#### Task statement
Pick out the lines below that include the string "SMALL".
━━━━━━━━━━━━━━━━━━━━
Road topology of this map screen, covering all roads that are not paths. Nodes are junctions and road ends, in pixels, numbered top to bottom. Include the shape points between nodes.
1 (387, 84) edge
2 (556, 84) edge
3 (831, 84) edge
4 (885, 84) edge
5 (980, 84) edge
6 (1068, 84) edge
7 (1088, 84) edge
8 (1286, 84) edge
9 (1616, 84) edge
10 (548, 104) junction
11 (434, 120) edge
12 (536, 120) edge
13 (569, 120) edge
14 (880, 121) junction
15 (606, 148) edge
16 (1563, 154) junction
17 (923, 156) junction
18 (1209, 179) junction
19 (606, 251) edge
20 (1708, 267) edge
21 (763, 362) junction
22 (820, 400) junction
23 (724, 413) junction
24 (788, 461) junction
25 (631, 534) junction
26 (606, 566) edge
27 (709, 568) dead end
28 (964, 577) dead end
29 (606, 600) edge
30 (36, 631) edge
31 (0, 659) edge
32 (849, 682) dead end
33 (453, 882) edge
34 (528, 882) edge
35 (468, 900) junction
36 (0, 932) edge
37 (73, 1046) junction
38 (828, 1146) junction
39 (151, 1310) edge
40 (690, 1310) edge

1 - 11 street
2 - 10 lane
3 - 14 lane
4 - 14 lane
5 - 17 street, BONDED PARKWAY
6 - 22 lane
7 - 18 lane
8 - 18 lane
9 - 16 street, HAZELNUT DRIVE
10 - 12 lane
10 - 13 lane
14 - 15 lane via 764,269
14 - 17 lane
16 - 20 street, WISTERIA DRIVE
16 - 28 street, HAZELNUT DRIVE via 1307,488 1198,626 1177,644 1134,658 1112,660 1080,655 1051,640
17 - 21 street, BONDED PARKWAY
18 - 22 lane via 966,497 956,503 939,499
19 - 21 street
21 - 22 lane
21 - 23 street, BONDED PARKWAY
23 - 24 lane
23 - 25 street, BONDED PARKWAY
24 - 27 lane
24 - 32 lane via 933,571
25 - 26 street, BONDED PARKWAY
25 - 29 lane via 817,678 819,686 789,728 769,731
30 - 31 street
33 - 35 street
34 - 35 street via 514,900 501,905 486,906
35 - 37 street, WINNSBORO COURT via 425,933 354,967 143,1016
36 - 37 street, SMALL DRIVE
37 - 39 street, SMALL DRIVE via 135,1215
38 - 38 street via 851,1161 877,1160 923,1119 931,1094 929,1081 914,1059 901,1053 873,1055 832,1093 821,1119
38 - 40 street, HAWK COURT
━━━━━━━━━━━━━━━━━━━━
#### Result
36 - 37 street, SMALL DRIVE
37 - 39 street, SMALL DRIVE via 135,1215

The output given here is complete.